## [Exercise details]
Scan the data for "Friedrich" and copy the lines it appears in.

Stored data:
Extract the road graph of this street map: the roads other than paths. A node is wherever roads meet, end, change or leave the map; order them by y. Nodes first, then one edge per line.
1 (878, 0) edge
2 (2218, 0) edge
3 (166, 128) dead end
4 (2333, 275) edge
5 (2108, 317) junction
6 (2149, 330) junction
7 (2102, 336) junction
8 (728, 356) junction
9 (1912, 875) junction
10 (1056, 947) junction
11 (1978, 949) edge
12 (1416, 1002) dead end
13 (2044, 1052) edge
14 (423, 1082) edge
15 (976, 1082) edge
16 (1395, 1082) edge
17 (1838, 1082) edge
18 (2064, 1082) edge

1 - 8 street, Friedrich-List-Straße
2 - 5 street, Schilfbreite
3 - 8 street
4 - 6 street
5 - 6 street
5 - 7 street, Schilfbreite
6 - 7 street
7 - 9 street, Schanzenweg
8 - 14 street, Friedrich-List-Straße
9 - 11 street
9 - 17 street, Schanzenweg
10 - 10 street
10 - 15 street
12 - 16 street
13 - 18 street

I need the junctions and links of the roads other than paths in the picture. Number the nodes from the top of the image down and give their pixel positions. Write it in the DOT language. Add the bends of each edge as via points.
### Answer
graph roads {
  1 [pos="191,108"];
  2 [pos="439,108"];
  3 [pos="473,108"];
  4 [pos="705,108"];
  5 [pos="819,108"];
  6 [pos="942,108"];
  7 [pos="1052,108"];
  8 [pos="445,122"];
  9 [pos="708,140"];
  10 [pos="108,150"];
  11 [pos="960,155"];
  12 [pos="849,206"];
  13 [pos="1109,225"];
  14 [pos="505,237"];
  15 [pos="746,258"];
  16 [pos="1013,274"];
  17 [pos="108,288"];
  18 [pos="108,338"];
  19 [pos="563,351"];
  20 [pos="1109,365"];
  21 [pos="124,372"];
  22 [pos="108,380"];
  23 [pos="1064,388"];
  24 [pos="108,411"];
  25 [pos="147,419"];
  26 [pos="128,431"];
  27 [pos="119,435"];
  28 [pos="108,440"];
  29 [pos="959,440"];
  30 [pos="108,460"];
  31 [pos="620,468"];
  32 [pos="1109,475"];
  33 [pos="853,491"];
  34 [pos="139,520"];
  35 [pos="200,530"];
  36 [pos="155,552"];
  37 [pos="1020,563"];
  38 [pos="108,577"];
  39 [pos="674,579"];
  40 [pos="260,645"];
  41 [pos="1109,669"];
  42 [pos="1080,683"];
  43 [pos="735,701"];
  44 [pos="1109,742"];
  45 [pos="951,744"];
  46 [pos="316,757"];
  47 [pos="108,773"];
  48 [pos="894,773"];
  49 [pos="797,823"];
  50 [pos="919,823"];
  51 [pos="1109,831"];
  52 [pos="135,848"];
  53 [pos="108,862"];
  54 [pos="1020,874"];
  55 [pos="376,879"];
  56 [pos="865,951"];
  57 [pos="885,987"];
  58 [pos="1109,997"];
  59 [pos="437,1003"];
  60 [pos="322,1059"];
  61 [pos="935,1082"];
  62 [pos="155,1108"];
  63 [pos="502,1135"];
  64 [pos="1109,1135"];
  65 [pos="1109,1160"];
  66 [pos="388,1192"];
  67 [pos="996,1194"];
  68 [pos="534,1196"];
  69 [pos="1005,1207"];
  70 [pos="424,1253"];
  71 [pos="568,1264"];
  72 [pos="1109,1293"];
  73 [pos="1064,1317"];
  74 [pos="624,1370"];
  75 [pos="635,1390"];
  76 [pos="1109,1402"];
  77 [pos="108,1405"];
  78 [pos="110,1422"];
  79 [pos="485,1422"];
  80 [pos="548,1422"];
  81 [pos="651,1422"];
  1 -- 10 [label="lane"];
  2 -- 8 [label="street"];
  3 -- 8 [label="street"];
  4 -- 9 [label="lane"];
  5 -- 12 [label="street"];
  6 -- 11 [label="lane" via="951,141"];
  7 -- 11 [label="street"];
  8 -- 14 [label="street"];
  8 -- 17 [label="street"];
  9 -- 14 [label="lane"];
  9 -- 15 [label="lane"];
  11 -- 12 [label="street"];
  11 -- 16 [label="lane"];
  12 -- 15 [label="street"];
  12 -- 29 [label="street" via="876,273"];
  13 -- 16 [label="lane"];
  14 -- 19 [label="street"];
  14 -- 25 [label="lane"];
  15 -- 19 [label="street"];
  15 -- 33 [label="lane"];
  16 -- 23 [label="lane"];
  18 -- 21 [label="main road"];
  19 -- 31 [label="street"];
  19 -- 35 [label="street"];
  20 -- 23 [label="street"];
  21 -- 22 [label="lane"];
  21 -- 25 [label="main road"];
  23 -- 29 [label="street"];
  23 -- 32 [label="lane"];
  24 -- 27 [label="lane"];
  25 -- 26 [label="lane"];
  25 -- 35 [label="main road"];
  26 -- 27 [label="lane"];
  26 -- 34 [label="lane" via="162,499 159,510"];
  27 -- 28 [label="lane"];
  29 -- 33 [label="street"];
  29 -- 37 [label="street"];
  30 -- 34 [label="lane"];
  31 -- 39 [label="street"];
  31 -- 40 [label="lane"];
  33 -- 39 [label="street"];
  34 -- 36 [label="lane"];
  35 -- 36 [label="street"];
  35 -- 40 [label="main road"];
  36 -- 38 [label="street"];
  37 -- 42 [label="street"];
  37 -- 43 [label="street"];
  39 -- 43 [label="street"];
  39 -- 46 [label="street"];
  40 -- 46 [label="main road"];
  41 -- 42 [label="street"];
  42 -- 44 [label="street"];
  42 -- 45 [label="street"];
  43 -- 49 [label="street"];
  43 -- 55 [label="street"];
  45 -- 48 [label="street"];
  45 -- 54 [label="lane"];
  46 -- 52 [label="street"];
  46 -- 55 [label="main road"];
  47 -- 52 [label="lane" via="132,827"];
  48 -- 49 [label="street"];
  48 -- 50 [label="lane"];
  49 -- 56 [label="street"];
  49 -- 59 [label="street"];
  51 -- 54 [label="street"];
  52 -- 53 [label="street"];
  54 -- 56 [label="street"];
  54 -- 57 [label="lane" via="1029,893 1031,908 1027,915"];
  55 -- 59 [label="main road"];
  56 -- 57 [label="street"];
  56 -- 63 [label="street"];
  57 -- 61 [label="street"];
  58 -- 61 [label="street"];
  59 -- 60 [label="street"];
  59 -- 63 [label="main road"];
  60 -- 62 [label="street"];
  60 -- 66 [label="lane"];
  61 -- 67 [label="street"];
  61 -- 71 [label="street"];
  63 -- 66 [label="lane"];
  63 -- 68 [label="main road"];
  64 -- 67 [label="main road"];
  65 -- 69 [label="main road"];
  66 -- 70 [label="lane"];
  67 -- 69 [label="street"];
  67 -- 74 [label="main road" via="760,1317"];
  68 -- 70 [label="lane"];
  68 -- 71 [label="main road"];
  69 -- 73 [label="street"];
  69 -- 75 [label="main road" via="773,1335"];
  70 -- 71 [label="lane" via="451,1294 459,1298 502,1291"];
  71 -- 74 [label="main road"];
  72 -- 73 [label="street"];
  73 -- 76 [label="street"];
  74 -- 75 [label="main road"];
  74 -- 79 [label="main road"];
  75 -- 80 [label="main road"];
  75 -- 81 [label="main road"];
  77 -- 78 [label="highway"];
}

## [Task output]
1 - 8 street, Friedrich-List-Straße
8 - 14 street, Friedrich-List-Straße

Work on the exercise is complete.